A herculean performance
UF College of Medicine students present Disney’s “Hercules” for pediatric patients and families at UF Health Shands Children’s Hospital.
Hermes sits near the nurses’ station at UF Health Shands Children’s Hospital Feb. 13, tying the laces on his rollerblades adorned with gold wings. Pain and Panic sport neon-colored wigs, horns and onesies and wave at a child passing by.
“These characters are the comic relief, which is what we were born to be,” says Panic — also known as Erika Wert — of she and fellow first-year medical student Emily Welch. “We want to make kids happy.”
When the play begins, the students recreate Mount Olympus in their rendition of “Hercules,” a tale about strength of heart — a fitting story for an audience of about 20 patients and families.

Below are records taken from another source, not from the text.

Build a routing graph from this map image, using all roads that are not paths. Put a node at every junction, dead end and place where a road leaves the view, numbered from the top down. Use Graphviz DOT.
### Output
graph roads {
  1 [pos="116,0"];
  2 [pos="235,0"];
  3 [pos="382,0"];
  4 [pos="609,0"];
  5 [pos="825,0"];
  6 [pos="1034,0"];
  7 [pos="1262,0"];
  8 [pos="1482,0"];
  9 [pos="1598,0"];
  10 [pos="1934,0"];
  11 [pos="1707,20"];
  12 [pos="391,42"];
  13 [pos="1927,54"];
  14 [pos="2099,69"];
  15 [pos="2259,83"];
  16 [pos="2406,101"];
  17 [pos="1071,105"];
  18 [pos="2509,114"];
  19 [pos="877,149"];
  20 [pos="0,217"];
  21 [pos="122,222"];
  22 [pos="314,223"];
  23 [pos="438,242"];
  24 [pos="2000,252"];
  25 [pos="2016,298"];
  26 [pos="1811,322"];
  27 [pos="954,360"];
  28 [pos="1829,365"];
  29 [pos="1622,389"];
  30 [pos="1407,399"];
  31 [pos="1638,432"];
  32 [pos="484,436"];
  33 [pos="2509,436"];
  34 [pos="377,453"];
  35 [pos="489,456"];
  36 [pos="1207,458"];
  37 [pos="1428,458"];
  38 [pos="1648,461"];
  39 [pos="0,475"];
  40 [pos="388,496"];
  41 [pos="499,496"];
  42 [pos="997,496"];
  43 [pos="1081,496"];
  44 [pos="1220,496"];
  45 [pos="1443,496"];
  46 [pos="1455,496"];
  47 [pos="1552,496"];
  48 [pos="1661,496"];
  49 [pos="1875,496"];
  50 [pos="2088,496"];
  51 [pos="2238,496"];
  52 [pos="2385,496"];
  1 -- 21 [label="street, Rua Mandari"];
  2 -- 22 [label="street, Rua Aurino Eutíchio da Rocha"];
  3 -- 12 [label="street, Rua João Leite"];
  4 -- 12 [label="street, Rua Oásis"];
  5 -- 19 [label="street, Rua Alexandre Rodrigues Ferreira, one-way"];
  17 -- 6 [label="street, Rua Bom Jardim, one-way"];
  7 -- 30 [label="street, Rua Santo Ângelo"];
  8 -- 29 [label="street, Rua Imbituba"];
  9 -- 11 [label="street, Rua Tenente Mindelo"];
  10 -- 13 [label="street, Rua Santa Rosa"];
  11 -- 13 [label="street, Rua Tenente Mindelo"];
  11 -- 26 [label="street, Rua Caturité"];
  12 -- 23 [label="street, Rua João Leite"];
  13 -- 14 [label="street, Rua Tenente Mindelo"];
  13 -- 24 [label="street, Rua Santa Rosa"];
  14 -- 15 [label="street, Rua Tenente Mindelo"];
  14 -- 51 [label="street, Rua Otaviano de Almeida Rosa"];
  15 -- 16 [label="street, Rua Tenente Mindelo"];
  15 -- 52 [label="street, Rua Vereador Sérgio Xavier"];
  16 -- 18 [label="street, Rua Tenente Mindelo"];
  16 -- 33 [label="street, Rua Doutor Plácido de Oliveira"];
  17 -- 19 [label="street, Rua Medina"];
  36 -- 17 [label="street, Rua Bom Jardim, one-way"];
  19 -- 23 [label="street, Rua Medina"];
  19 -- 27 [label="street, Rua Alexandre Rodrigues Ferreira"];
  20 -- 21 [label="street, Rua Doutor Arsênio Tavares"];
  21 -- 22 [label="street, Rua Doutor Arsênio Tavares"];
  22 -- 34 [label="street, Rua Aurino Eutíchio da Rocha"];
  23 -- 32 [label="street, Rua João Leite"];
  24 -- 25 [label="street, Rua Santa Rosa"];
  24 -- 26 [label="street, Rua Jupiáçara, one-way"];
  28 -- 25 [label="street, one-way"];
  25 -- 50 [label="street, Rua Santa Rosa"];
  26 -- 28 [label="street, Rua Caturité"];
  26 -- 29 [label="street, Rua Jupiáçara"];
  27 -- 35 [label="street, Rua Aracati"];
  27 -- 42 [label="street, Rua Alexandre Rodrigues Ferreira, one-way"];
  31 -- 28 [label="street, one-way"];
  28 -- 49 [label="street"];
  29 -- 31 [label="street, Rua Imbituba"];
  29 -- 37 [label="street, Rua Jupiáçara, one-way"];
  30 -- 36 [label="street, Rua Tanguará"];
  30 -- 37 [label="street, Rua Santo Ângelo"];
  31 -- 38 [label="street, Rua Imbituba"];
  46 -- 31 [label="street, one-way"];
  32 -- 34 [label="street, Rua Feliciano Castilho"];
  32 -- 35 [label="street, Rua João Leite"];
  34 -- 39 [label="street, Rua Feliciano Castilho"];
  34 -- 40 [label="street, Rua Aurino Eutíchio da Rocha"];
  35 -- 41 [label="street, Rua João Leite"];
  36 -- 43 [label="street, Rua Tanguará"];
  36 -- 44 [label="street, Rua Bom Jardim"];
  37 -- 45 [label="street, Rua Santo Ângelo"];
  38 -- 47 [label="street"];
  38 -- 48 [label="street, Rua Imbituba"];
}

From moments of sorrow to moments of laughter — when Pain and Panic enter the stage, one child in the front row turns to another and says, “This is funny, right?” — the 90-minute performance allowed the students to flex their acting muscles.
These actors were part of the UF College of Medicine’s White Coat Company, an organization that hosts an annual production for patients and the community. About 100 students were involved with this year’s production in some regard, from performing and playing music to coordinating props and handling the lights between scenes.
Aside from the production at UF Health Shands Children’s Hospital, the students performed two shows for friends and family on the UF campus and took their act on the road to Sidney Lanier Center, a public school for students with disabilities, and Tacachale, a residential community for people with developmental disabilities.
Since its creation in 2005, the White Coat Company has performed plays such as “The Wizard of Oz” and “The Lion King.” Aside from providing a creative outlet for students, it also gives them an opportunity to interact with the community on a different level.
“It’s important to take yourself away from the desk,” says Daniel Buchen, a first-year medical student who dedicated about 50 hours to perfecting his role as Hercules while balancing classwork, such as two exams the day before the performance at the children’s hospital. “You can lose sight of the forest through the trees. The White Coat Company is a great reminder of who we’re working so hard for.”